Directions for this task
Could you please retype all of the records exactly, skipping any pictures?

========

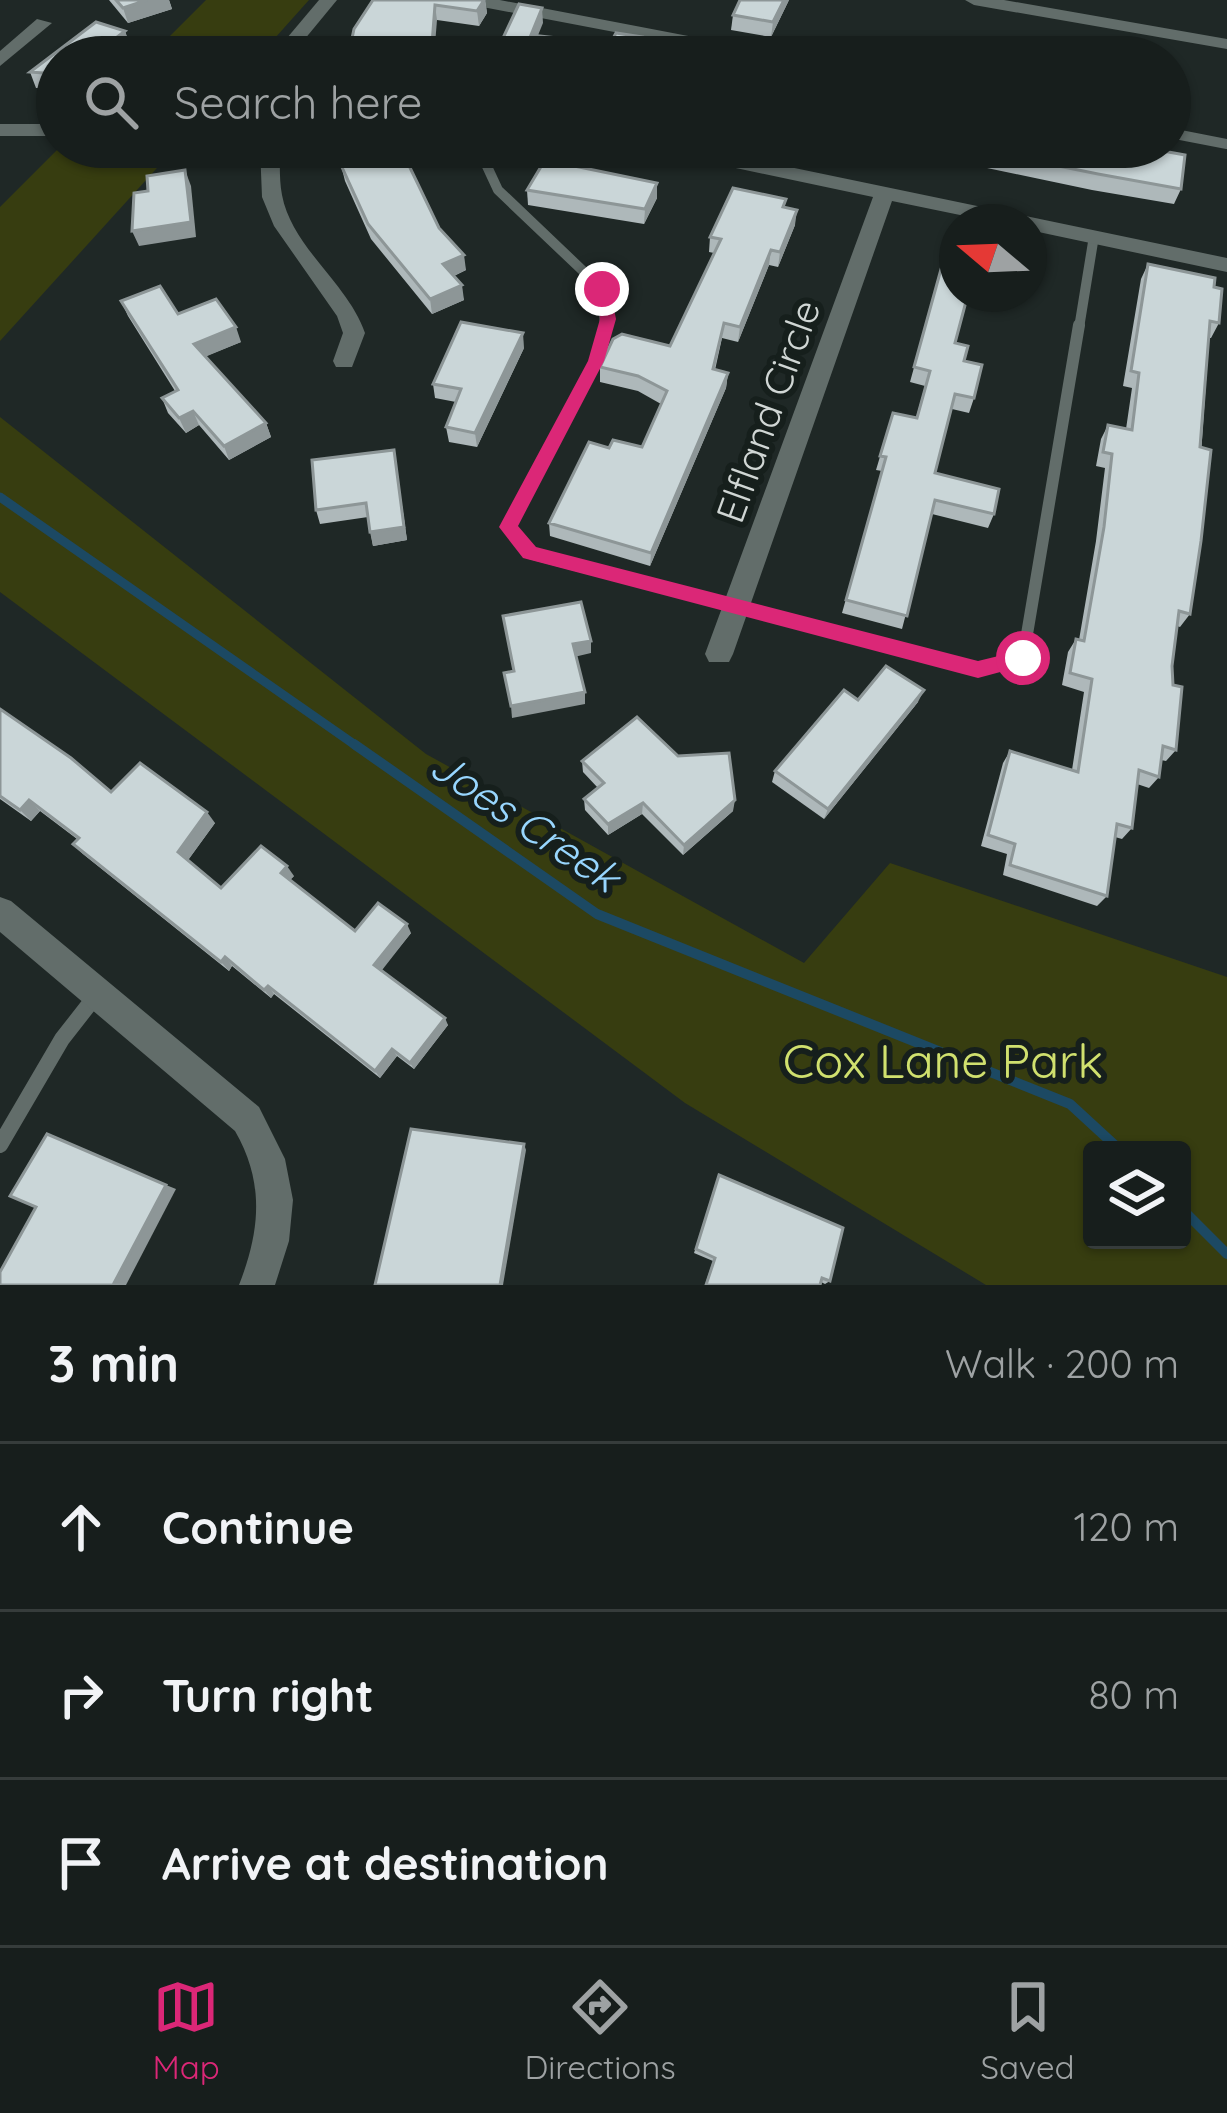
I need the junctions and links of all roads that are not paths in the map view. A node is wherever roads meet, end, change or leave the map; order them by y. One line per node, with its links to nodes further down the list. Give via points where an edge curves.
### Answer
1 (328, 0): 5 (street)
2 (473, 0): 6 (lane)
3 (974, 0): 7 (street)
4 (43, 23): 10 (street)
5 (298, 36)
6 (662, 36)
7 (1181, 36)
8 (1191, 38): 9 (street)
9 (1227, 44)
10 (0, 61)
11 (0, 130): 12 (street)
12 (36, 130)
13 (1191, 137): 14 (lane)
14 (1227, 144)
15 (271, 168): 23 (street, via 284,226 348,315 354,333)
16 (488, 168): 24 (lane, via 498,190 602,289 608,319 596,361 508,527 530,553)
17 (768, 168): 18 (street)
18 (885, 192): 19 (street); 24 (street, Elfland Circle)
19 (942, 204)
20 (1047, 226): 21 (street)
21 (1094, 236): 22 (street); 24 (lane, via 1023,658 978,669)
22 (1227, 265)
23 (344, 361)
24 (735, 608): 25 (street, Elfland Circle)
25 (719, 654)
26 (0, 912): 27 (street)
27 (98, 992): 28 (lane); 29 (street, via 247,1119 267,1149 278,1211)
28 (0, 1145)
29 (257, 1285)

========

Result of this exercise
I need the junctions and links of all roads that are not paths in the map view. A node is wherever roads meet, end, change or leave the map; order them by y. One line per node, with its links to nodes further down the list. Give via points where an edge curves.
### Answer
1 (328, 0): 5 (street)
2 (473, 0): 6 (lane)
3 (974, 0): 7 (street)
4 (43, 23): 10 (street)
5 (298, 36)
6 (662, 36)
7 (1181, 36)
8 (1191, 38): 9 (street)
9 (1227, 44)
10 (0, 61)
11 (0, 130): 12 (street)
12 (36, 130)
13 (1191, 137): 14 (lane)
14 (1227, 144)
15 (271, 168): 23 (street, via 284,226 348,315 354,333)
16 (488, 168): 24 (lane, via 498,190 602,289 608,319 596,361 508,527 530,553)
17 (768, 168): 18 (street)
18 (885, 192): 19 (street); 24 (street, Elfland Circle)
19 (942, 204)
20 (1047, 226): 21 (street)
21 (1094, 236): 22 (street); 24 (lane, via 1023,658 978,669)
22 (1227, 265)
23 (344, 361)
24 (735, 608): 25 (street, Elfland Circle)
25 (719, 654)
26 (0, 912): 27 (street)
27 (98, 992): 28 (lane); 29 (street, via 247,1119 267,1149 278,1211)
28 (0, 1145)
29 (257, 1285)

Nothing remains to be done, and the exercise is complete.